SUPPLIED DATA:
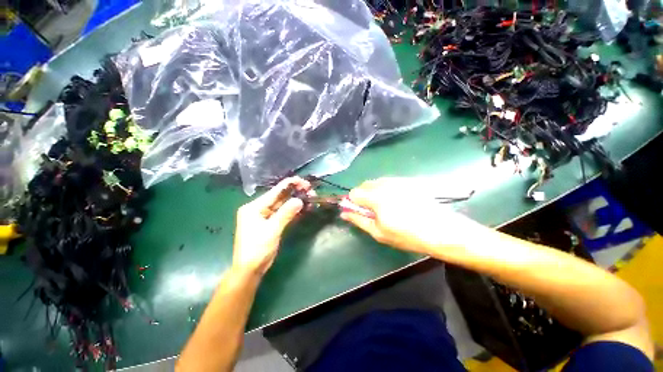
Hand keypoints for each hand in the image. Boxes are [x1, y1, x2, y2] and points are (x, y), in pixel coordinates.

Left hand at [233, 177, 311, 274]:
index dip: (290, 184)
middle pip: (280, 197)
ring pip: (283, 205)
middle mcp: (259, 208)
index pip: (275, 191)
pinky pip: (284, 214)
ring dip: (296, 202)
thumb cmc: (257, 250)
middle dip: (295, 193)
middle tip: (311, 191)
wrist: (250, 270)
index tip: (305, 183)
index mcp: (254, 207)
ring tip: (310, 198)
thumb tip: (299, 200)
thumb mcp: (271, 230)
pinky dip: (294, 211)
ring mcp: (265, 216)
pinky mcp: (271, 223)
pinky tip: (304, 208)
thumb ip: (286, 213)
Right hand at [341, 178, 479, 255]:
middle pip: (364, 185)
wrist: (441, 230)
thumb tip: (344, 213)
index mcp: (376, 197)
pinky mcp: (407, 181)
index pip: (354, 192)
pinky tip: (397, 202)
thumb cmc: (407, 235)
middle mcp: (385, 184)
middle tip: (373, 211)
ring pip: (376, 183)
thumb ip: (359, 220)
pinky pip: (388, 182)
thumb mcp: (379, 232)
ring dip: (374, 193)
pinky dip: (385, 190)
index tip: (361, 212)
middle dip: (363, 197)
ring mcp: (397, 180)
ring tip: (386, 207)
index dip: (354, 203)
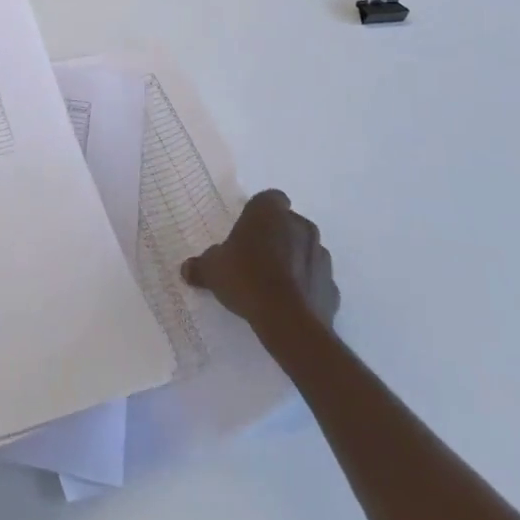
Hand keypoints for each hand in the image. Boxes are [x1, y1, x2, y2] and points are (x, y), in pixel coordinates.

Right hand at [182, 190, 338, 337]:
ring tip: (274, 283)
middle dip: (277, 236)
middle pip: (289, 223)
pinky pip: (316, 280)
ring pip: (306, 250)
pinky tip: (290, 302)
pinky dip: (307, 287)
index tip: (247, 231)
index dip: (259, 213)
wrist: (288, 321)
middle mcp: (300, 225)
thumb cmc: (246, 279)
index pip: (269, 199)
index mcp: (270, 212)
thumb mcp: (212, 270)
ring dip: (295, 260)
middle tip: (257, 257)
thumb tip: (187, 269)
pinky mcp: (332, 286)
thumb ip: (201, 266)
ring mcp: (320, 255)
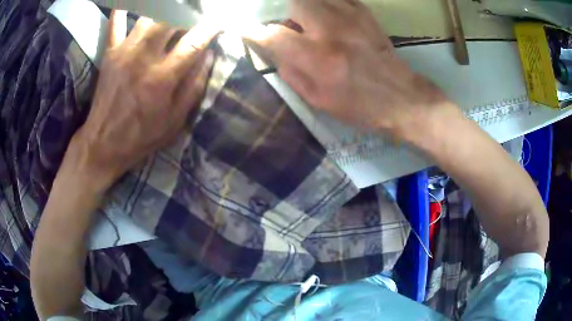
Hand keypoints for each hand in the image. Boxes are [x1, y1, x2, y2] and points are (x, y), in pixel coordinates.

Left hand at [71, 10, 217, 185]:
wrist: (103, 144)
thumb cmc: (141, 136)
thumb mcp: (175, 121)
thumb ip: (194, 87)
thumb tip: (209, 54)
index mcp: (163, 78)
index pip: (195, 41)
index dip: (211, 26)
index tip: (220, 20)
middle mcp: (144, 57)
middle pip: (171, 18)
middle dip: (188, 11)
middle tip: (196, 12)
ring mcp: (124, 51)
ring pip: (148, 15)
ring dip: (165, 8)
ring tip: (174, 10)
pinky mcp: (110, 53)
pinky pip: (116, 22)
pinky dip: (124, 9)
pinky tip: (133, 3)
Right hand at [245, 0, 456, 139]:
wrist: (400, 97)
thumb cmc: (357, 105)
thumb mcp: (315, 98)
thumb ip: (288, 70)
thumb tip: (270, 47)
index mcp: (318, 58)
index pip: (273, 35)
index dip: (253, 31)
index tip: (244, 30)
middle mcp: (332, 30)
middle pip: (294, 3)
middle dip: (284, 13)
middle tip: (289, 27)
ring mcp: (351, 17)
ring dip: (304, 7)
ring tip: (309, 23)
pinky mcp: (364, 12)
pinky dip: (325, 3)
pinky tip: (327, 16)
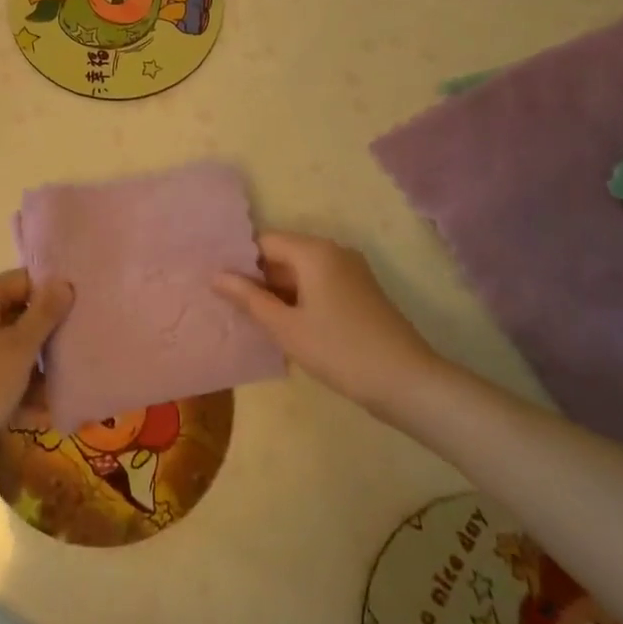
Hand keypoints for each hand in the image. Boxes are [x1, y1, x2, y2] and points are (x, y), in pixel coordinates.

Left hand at [0, 269, 73, 458]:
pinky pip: (0, 375)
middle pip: (18, 315)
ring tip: (66, 387)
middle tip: (79, 349)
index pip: (23, 281)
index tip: (80, 310)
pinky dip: (19, 389)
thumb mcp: (20, 346)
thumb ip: (45, 313)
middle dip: (48, 335)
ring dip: (38, 368)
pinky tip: (43, 413)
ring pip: (11, 349)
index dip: (52, 292)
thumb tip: (63, 282)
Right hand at [214, 232, 439, 419]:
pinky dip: (298, 299)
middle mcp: (333, 251)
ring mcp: (350, 271)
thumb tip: (216, 276)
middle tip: (226, 303)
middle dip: (256, 278)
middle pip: (283, 254)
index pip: (264, 241)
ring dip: (276, 292)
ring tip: (248, 316)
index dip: (239, 260)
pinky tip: (283, 325)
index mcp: (314, 251)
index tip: (216, 282)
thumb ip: (248, 298)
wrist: (406, 381)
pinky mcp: (360, 292)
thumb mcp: (286, 327)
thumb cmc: (339, 350)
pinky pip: (318, 285)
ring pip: (300, 272)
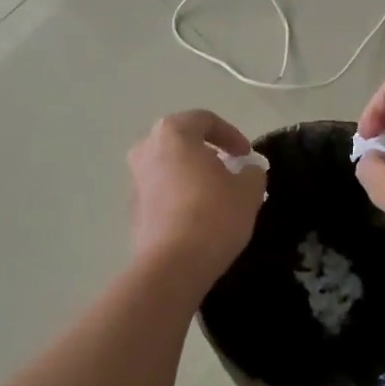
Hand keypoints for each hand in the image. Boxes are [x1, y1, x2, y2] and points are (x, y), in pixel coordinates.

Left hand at [128, 109, 267, 284]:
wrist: (172, 265)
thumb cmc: (214, 215)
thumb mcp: (248, 190)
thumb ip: (251, 171)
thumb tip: (247, 170)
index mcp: (173, 133)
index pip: (205, 120)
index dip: (231, 135)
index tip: (246, 155)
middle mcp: (146, 149)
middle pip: (182, 141)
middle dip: (208, 153)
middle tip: (231, 170)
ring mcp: (135, 179)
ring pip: (170, 166)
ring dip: (193, 174)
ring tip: (217, 195)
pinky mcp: (133, 208)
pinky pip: (162, 190)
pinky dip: (180, 194)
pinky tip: (199, 215)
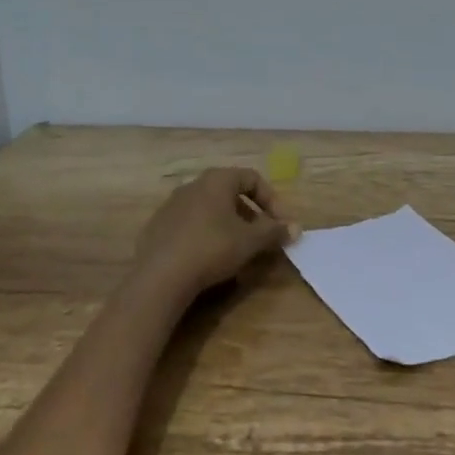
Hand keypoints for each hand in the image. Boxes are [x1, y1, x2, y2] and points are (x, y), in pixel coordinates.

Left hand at [130, 167, 297, 301]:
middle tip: (261, 238)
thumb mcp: (250, 241)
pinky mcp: (158, 227)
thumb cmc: (212, 248)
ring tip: (237, 250)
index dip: (272, 199)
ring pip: (210, 209)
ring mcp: (171, 205)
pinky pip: (191, 224)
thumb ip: (275, 231)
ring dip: (229, 225)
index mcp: (216, 180)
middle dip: (251, 214)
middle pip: (230, 193)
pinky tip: (209, 258)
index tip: (280, 224)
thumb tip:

WORK REQUEST:
Print the material in full and exactly, minus the pictures.

ANSWER TO THE PROBLEM:
Hand keypoints for each hand in the image. Boxes are [x1, y1, x2, y2] and points are (x, y), in pixel coordinates.

Left hand at [233, 177, 311, 274]:
index dip: (290, 184)
middle pip: (280, 197)
ring pip: (283, 205)
middle mcp: (259, 208)
index pip: (275, 191)
pinky pip: (284, 214)
ring dip: (296, 202)
thumb cmc: (257, 250)
middle dip: (295, 193)
middle tip: (311, 191)
wrist: (250, 270)
index tip: (305, 183)
index mcp: (254, 207)
ring tip: (310, 198)
thumb tip: (299, 200)
thumb mcp: (271, 230)
pinky dip: (294, 211)
ring mcp: (265, 216)
pinky mcp: (271, 223)
pinky tip: (304, 208)
thumb ip: (286, 213)
Right hand at [341, 178, 479, 255]:
middle pip: (364, 185)
wrist: (441, 230)
thumb tip: (344, 213)
index mcp: (376, 197)
pinky mcp: (407, 181)
index pip: (354, 192)
pinky tip: (397, 202)
thumb cmc: (407, 235)
middle mcp: (385, 184)
middle tip: (373, 211)
ring pip: (376, 183)
thumb ip: (359, 220)
pinky pip: (388, 182)
thumb mcp: (379, 232)
ring dip: (374, 193)
pinky dip: (385, 190)
index tip: (361, 212)
middle dip: (363, 197)
ring mcp: (397, 180)
ring tip: (386, 207)
index dip: (354, 203)
Hand keypoints for each hand in the image. Boxes are [x1, y1, x2, y2] and points are (x, y), in pixel coordinates.

Right hand at [182, 190, 338, 337]:
ring tip: (274, 283)
middle dip: (277, 236)
middle pip: (289, 223)
pinky pip: (316, 280)
ring pip: (306, 250)
pinky tip: (290, 302)
pinky dip: (307, 287)
index tip: (247, 231)
index dip: (259, 213)
wrist: (288, 321)
middle mcp: (300, 225)
thumb cmc: (246, 279)
index pip: (269, 199)
index mcp: (270, 212)
thumb mcp: (212, 270)
ring dip: (295, 260)
middle tip: (257, 257)
thumb tip: (187, 269)
pinky mcp: (332, 286)
thumb ip: (201, 266)
ring mcp: (320, 255)
Hand keypoints for each hand in the image. Boxes are [x1, y1, x2, y2] and points are (x, y), in pixel coordinates.

Left hand at [71, 10, 217, 185]:
wrist: (103, 144)
thumb cmc: (141, 136)
thumb mcp: (175, 121)
thumb ip: (194, 87)
thumb tip: (209, 54)
index mcp: (163, 78)
index pip: (195, 41)
index dip: (211, 26)
index tip: (220, 20)
middle mcp: (144, 57)
middle pip: (171, 18)
middle dip: (188, 11)
middle tip: (196, 12)
ring mcp: (124, 51)
ring pip: (148, 15)
ring dip: (165, 8)
ring tip: (174, 10)
pinky mcp: (110, 53)
pinky pip: (116, 22)
pinky dip: (124, 9)
pinky tip: (133, 3)
Right hand at [245, 0, 456, 139]:
wrist: (400, 97)
thumb cmc: (357, 105)
thumb mcp: (315, 98)
thumb ip: (288, 70)
thumb tip: (270, 47)
index mcp: (318, 58)
index pip: (273, 35)
index dip: (253, 31)
index tip: (244, 30)
middle mcp: (332, 30)
middle pip: (294, 3)
middle dip: (284, 13)
middle tip: (289, 27)
ring mcp: (351, 17)
ring dip: (304, 7)
ring tip: (309, 23)
pinky mcp: (364, 12)
pinky dip: (325, 3)
pinky tip: (327, 16)
Hand keypoints for each hand in the image. Boxes are [x1, y1, x2, y2] and points are (x, y), in pixel coordinates.

Left hand at [0, 269, 73, 458]:
pinky pip: (0, 375)
middle pip: (18, 315)
ring tip: (66, 387)
middle tip: (79, 349)
index pip: (23, 281)
index tip: (80, 310)
pinky dip: (19, 389)
thumb mcp: (20, 346)
thumb ip: (45, 313)
middle dip: (48, 335)
ring dip: (38, 368)
pinky tip: (43, 413)
ring pip: (11, 349)
index dip: (52, 292)
thumb tip: (63, 282)
Right hand at [214, 232, 439, 419]:
pinky dip: (298, 299)
middle mcp: (333, 251)
ring mcp: (350, 271)
thumb tip: (216, 276)
middle tip: (226, 303)
middle dip: (256, 278)
middle pip: (283, 254)
index pip: (264, 241)
ring dip: (276, 292)
ring tip: (248, 316)
index dip: (239, 260)
pinky tip: (283, 325)
index mcp: (314, 251)
index tip: (216, 282)
thumb ip: (248, 298)
wrist: (406, 381)
pinky mcp: (360, 292)
thumb mcp: (286, 327)
thumb cmc: (339, 350)
pinky pip: (318, 285)
ring pip: (300, 272)
Hand keypoints for each hand in the image. Boxes are [x1, y1, x2, y2] and points are (x, y), in pixel coordinates.

Left hand at [128, 109, 267, 284]:
wrist: (172, 265)
thumb cmc: (214, 215)
thumb mcp: (248, 190)
thumb ip: (251, 171)
thumb tip: (247, 170)
index mcp: (173, 133)
index pip: (205, 120)
index dip: (231, 135)
index tip: (246, 155)
middle mcp: (146, 149)
middle pip: (182, 141)
middle dip: (208, 153)
middle tip: (231, 170)
ring mcp: (135, 179)
ring pip: (170, 166)
ring dip: (193, 174)
ring tip: (217, 195)
pinky mcp: (133, 208)
pinky pip: (162, 190)
pinky dip: (180, 194)
pinky tip: (199, 215)
Hand keypoints for each hand in the image. Boxes are [x1, y1, x2, y2] and points are (x, y), in pixel coordinates.

Left hand at [130, 167, 297, 301]:
middle tip: (261, 238)
thumb mcp: (250, 241)
pinky mcp: (158, 227)
thumb cmc: (212, 248)
ring tip: (237, 250)
index dip: (272, 199)
ring pip: (210, 209)
ring mcp: (171, 205)
pinky pip: (191, 224)
thumb ip: (275, 231)
ring dip: (229, 225)
index mcp: (216, 180)
middle dip: (251, 214)
middle pip: (230, 193)
pinky tip: (209, 258)
index tip: (280, 224)
thumb tip:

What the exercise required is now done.